For the word "dead", determine how many lines of the entries below contain it, and give only that number.

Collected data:
====

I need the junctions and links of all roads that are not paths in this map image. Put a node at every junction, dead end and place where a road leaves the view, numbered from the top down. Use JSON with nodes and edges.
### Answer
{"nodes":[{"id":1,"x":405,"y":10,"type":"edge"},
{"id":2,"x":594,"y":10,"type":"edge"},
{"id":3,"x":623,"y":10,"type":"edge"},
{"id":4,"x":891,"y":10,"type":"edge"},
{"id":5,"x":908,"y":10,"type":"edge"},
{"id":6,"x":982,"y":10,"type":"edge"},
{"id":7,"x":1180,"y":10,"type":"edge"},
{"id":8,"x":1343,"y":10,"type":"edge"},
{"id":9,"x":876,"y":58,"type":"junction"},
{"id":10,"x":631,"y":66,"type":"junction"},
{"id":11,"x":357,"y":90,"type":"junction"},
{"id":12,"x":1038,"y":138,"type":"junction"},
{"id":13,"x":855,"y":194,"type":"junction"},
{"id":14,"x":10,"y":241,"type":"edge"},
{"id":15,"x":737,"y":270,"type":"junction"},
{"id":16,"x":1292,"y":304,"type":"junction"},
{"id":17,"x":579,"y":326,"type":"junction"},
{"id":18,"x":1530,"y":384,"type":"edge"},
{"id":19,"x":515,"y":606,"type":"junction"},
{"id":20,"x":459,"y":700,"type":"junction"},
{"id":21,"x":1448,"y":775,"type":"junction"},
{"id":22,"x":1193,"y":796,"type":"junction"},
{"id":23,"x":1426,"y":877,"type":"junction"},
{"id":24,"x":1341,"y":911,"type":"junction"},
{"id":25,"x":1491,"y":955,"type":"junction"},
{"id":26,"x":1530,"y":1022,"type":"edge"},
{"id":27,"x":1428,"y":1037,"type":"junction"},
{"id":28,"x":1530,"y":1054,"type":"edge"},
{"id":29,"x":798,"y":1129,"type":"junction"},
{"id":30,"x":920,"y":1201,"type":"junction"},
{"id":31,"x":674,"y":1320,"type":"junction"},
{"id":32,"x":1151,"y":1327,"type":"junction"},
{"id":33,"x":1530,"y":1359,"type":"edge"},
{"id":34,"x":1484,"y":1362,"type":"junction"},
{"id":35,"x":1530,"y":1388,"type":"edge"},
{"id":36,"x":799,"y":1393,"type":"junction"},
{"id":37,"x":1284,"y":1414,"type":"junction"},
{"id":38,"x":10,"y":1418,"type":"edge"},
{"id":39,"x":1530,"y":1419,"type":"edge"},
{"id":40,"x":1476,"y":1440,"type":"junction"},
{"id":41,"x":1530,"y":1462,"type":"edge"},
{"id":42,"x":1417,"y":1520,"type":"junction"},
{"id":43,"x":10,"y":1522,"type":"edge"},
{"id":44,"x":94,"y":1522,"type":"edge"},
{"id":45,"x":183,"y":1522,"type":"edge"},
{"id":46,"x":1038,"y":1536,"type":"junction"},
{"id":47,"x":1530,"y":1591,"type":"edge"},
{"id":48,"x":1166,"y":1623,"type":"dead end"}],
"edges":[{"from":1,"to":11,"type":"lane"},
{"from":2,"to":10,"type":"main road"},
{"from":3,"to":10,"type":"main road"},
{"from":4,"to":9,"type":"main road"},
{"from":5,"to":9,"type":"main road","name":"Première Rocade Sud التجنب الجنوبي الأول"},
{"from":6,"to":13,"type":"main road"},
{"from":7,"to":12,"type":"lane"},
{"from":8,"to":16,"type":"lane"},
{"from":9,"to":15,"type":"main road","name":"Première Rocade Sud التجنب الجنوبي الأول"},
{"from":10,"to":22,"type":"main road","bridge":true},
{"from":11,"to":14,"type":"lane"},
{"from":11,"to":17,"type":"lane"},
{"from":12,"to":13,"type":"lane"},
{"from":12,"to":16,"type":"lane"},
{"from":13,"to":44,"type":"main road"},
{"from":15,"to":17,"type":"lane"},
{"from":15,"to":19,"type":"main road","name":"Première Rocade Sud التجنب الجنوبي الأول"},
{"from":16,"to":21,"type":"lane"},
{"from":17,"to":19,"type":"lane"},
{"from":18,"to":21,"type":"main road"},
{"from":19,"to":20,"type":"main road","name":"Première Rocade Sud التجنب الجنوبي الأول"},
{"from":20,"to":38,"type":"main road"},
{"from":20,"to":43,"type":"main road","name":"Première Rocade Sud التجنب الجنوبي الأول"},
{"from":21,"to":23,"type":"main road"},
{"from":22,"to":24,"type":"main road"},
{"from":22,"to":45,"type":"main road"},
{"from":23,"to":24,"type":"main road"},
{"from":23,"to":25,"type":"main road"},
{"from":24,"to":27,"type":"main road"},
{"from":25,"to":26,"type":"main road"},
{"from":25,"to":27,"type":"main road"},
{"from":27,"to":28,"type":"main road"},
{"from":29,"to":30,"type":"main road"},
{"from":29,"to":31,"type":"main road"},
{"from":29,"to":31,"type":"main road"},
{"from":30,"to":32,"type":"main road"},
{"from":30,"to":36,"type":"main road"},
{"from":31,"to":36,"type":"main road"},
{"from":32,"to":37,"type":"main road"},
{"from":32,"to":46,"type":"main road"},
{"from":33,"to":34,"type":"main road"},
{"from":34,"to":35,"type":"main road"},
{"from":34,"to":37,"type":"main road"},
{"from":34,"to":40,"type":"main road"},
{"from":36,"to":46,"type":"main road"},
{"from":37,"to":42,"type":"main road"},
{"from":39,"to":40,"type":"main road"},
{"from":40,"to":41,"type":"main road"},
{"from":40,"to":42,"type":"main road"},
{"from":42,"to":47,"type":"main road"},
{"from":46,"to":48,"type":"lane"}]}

====

* _EXERCISE RESULT_: 2